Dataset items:

----

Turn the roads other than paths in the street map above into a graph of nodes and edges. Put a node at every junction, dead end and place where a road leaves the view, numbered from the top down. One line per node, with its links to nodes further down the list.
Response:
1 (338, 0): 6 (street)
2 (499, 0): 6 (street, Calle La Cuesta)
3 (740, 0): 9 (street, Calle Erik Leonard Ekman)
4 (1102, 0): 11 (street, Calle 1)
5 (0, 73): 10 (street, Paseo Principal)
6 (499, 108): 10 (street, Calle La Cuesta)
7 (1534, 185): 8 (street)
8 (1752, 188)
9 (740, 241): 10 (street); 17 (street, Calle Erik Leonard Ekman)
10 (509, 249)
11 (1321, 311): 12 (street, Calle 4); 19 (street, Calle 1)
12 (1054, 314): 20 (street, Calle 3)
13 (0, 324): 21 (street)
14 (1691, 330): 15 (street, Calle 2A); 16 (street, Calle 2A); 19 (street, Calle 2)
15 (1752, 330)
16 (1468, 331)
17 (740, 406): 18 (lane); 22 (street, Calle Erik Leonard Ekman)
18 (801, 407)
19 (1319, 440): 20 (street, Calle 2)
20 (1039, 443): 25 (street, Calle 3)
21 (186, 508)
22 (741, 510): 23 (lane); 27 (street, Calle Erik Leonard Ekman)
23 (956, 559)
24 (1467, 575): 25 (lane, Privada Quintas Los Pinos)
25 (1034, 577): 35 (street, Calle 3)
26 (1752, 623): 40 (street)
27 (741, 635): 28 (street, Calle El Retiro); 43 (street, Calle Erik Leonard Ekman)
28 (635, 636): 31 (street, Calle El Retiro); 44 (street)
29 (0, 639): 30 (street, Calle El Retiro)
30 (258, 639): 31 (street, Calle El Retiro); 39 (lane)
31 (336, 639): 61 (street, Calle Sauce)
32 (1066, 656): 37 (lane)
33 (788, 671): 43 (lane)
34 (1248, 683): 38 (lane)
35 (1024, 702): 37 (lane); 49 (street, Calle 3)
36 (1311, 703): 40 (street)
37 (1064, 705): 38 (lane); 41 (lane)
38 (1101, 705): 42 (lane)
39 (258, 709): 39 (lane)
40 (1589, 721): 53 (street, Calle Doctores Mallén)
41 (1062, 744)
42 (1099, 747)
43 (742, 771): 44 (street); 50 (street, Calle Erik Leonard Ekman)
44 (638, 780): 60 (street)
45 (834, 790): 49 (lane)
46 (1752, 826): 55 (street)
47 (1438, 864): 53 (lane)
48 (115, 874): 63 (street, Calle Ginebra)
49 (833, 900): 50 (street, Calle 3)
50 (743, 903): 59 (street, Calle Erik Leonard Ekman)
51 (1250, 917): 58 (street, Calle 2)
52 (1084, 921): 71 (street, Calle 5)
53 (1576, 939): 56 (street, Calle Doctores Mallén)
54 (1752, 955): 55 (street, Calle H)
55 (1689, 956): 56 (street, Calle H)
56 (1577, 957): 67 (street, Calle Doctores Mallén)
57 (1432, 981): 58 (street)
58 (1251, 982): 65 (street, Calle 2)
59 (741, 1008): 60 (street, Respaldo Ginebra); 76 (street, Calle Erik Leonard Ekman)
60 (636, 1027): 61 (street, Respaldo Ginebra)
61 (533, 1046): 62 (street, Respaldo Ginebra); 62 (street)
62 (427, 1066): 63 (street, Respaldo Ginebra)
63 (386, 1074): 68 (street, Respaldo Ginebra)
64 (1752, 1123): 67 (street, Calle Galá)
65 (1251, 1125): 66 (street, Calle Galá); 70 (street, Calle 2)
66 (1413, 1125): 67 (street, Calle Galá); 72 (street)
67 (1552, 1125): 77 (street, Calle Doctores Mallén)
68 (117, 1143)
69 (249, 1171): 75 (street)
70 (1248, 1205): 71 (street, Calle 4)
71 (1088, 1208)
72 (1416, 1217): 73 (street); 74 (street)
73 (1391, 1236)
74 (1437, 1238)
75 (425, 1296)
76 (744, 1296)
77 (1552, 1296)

----

**What the exercise asks**: All the lines above should be written out once more, exactly.

**Solved problem**:
Turn the roads other than paths in the street map above into a graph of nodes and edges. Put a node at every junction, dead end and place where a road leaves the view, numbered from the top down. One line per node, with its links to nodes further down the list.
Response:
1 (338, 0): 6 (street)
2 (499, 0): 6 (street, Calle La Cuesta)
3 (740, 0): 9 (street, Calle Erik Leonard Ekman)
4 (1102, 0): 11 (street, Calle 1)
5 (0, 73): 10 (street, Paseo Principal)
6 (499, 108): 10 (street, Calle La Cuesta)
7 (1534, 185): 8 (street)
8 (1752, 188)
9 (740, 241): 10 (street); 17 (street, Calle Erik Leonard Ekman)
10 (509, 249)
11 (1321, 311): 12 (street, Calle 4); 19 (street, Calle 1)
12 (1054, 314): 20 (street, Calle 3)
13 (0, 324): 21 (street)
14 (1691, 330): 15 (street, Calle 2A); 16 (street, Calle 2A); 19 (street, Calle 2)
15 (1752, 330)
16 (1468, 331)
17 (740, 406): 18 (lane); 22 (street, Calle Erik Leonard Ekman)
18 (801, 407)
19 (1319, 440): 20 (street, Calle 2)
20 (1039, 443): 25 (street, Calle 3)
21 (186, 508)
22 (741, 510): 23 (lane); 27 (street, Calle Erik Leonard Ekman)
23 (956, 559)
24 (1467, 575): 25 (lane, Privada Quintas Los Pinos)
25 (1034, 577): 35 (street, Calle 3)
26 (1752, 623): 40 (street)
27 (741, 635): 28 (street, Calle El Retiro); 43 (street, Calle Erik Leonard Ekman)
28 (635, 636): 31 (street, Calle El Retiro); 44 (street)
29 (0, 639): 30 (street, Calle El Retiro)
30 (258, 639): 31 (street, Calle El Retiro); 39 (lane)
31 (336, 639): 61 (street, Calle Sauce)
32 (1066, 656): 37 (lane)
33 (788, 671): 43 (lane)
34 (1248, 683): 38 (lane)
35 (1024, 702): 37 (lane); 49 (street, Calle 3)
36 (1311, 703): 40 (street)
37 (1064, 705): 38 (lane); 41 (lane)
38 (1101, 705): 42 (lane)
39 (258, 709): 39 (lane)
40 (1589, 721): 53 (street, Calle Doctores Mallén)
41 (1062, 744)
42 (1099, 747)
43 (742, 771): 44 (street); 50 (street, Calle Erik Leonard Ekman)
44 (638, 780): 60 (street)
45 (834, 790): 49 (lane)
46 (1752, 826): 55 (street)
47 (1438, 864): 53 (lane)
48 (115, 874): 63 (street, Calle Ginebra)
49 (833, 900): 50 (street, Calle 3)
50 (743, 903): 59 (street, Calle Erik Leonard Ekman)
51 (1250, 917): 58 (street, Calle 2)
52 (1084, 921): 71 (street, Calle 5)
53 (1576, 939): 56 (street, Calle Doctores Mallén)
54 (1752, 955): 55 (street, Calle H)
55 (1689, 956): 56 (street, Calle H)
56 (1577, 957): 67 (street, Calle Doctores Mallén)
57 (1432, 981): 58 (street)
58 (1251, 982): 65 (street, Calle 2)
59 (741, 1008): 60 (street, Respaldo Ginebra); 76 (street, Calle Erik Leonard Ekman)
60 (636, 1027): 61 (street, Respaldo Ginebra)
61 (533, 1046): 62 (street, Respaldo Ginebra); 62 (street)
62 (427, 1066): 63 (street, Respaldo Ginebra)
63 (386, 1074): 68 (street, Respaldo Ginebra)
64 (1752, 1123): 67 (street, Calle Galá)
65 (1251, 1125): 66 (street, Calle Galá); 70 (street, Calle 2)
66 (1413, 1125): 67 (street, Calle Galá); 72 (street)
67 (1552, 1125): 77 (street, Calle Doctores Mallén)
68 (117, 1143)
69 (249, 1171): 75 (street)
70 (1248, 1205): 71 (street, Calle 4)
71 (1088, 1208)
72 (1416, 1217): 73 (street); 74 (street)
73 (1391, 1236)
74 (1437, 1238)
75 (425, 1296)
76 (744, 1296)
77 (1552, 1296)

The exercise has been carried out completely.